▶ [Stored data]:
+++

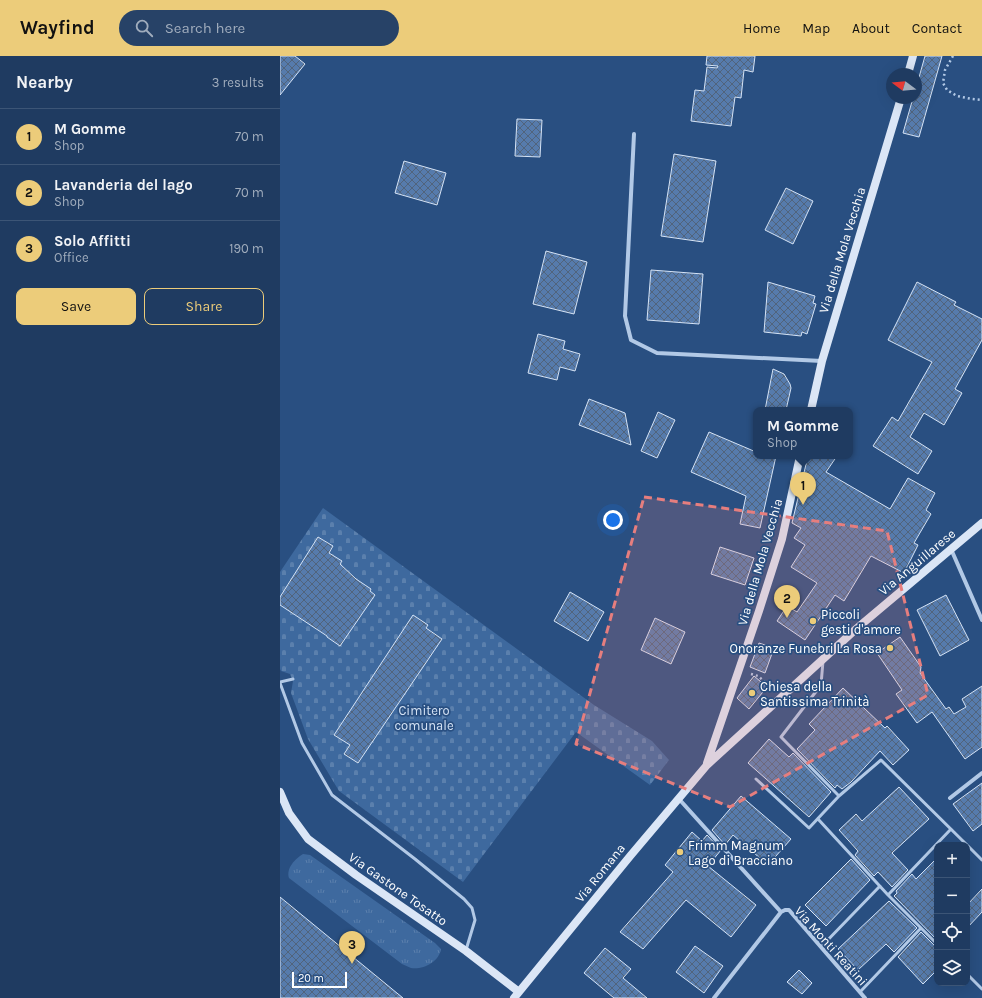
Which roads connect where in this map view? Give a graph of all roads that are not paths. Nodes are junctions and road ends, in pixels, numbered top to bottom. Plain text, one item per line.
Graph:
1 (913, 56) edge
2 (910, 68) edge
3 (899, 104) edge
4 (634, 134) dead end
5 (822, 361) junction
6 (812, 407) edge
7 (799, 459) edge
8 (982, 523) edge
9 (951, 549) junction
10 (982, 620) edge
11 (823, 659) junction
12 (293, 679) dead end
13 (280, 682) edge
14 (707, 765) junction
15 (982, 773) edge
16 (756, 779) dead end
17 (280, 792) edge
18 (839, 796) junction
19 (679, 798) junction
20 (950, 798) dead end
21 (818, 819) junction
22 (951, 829) junction
23 (964, 842) edge
24 (970, 848) edge
25 (982, 860) edge
26 (880, 886) junction
27 (888, 895) junction
28 (781, 912) junction
29 (921, 928) junction
30 (934, 941) edge
31 (821, 947) junction
32 (466, 951) junction
33 (970, 977) edge
34 (982, 989) edge
35 (860, 992) junction
36 (516, 995) edge
37 (714, 998) edge
38 (865, 998) edge

1 - 2 street
3 - 5 street, Via della Mola Vecchia
4 - 5 street
5 - 6 street, Via della Mola Vecchia
7 - 14 street, Via della Mola Vecchia
8 - 9 street, Via Anguillarese
9 - 10 street
9 - 11 street, Via Anguillarese
11 - 14 street, Via Anguillarese
11 - 18 lane
12 - 13 lane
13 - 32 lane
14 - 19 street, Via Romana
15 - 20 street
16 - 21 lane
17 - 32 street, Via Gastone Tosatto
18 - 21 lane
18 - 22 lane
19 - 28 street, Via Monti Reatini
19 - 36 street, Via Romana
21 - 26 lane
22 - 23 lane
22 - 27 lane
24 - 25 lane
26 - 27 lane
26 - 31 lane
27 - 29 lane
28 - 31 street, Via Monti Reatini
28 - 37 street, Via Monti Reatini
29 - 30 lane
29 - 35 lane
31 - 35 street, Via Monti Reatini
32 - 36 street, Via Gastone Tosatto
33 - 34 lane
35 - 38 street, Via Monti Reatini

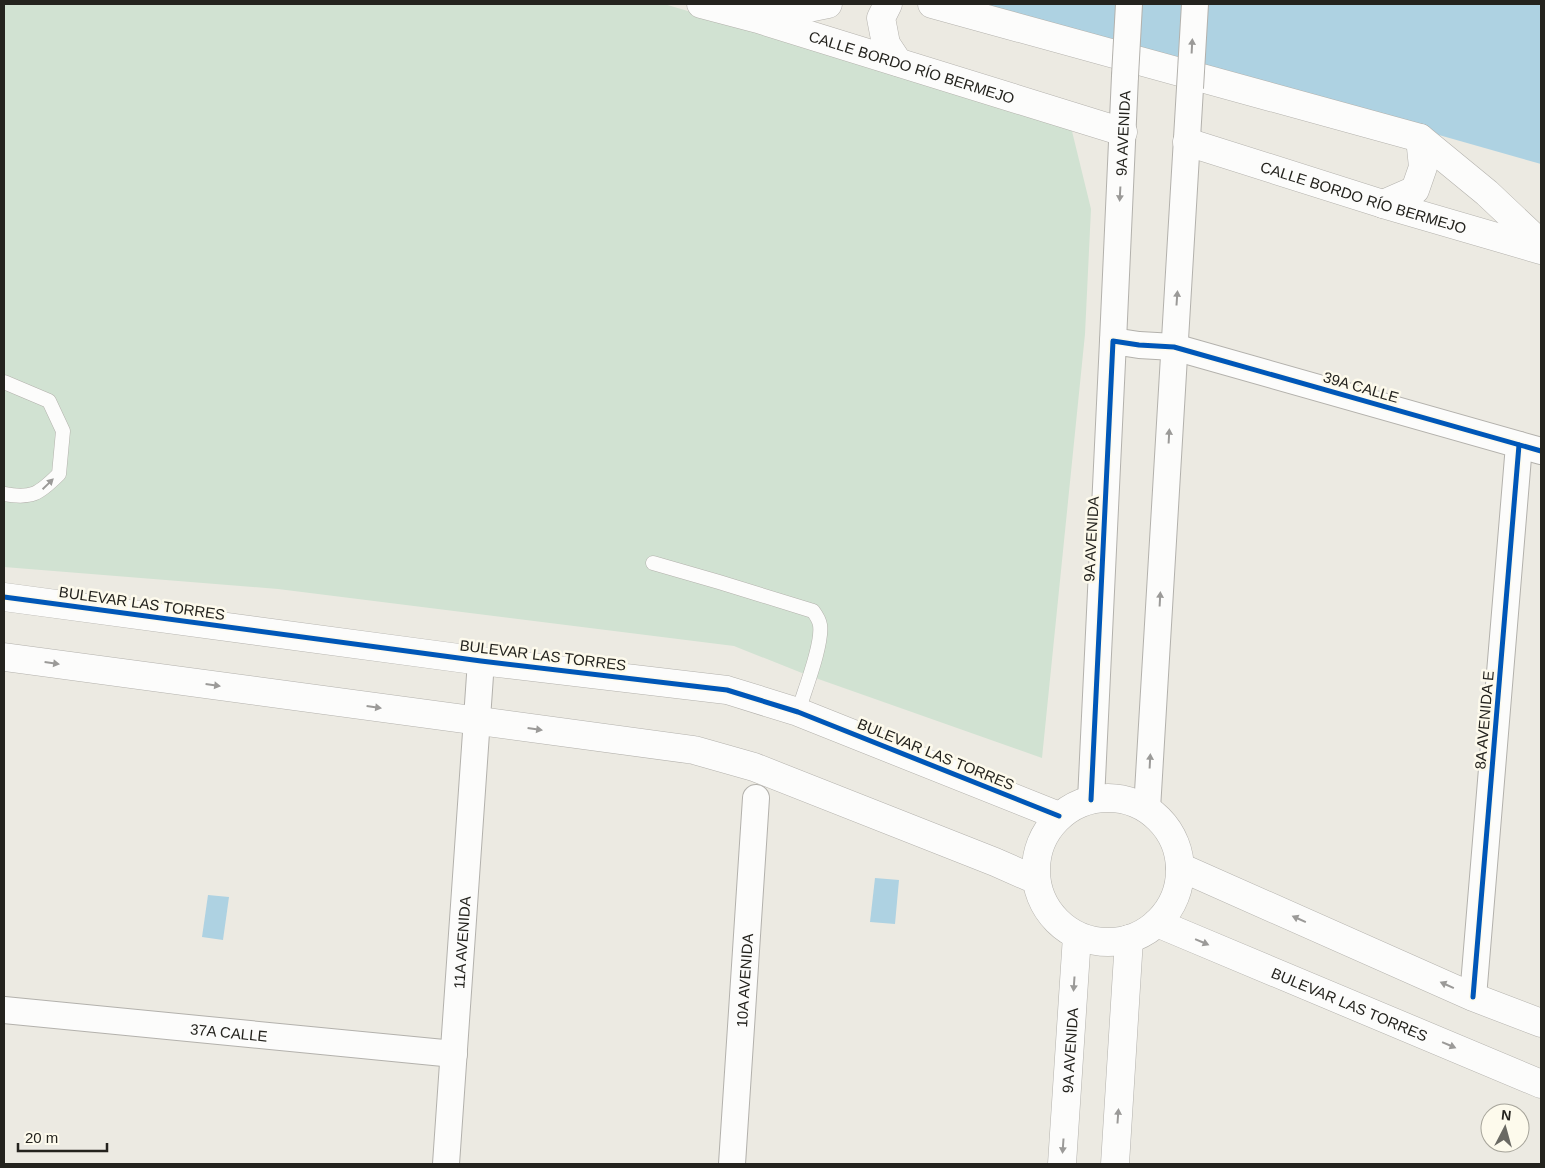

+++

▶ [WORK ORDER]:
Count all lines of the data that include "Anguillarese". The answer is the number alone.

▶ [RESPONSE TO THE EXERCISE]:
3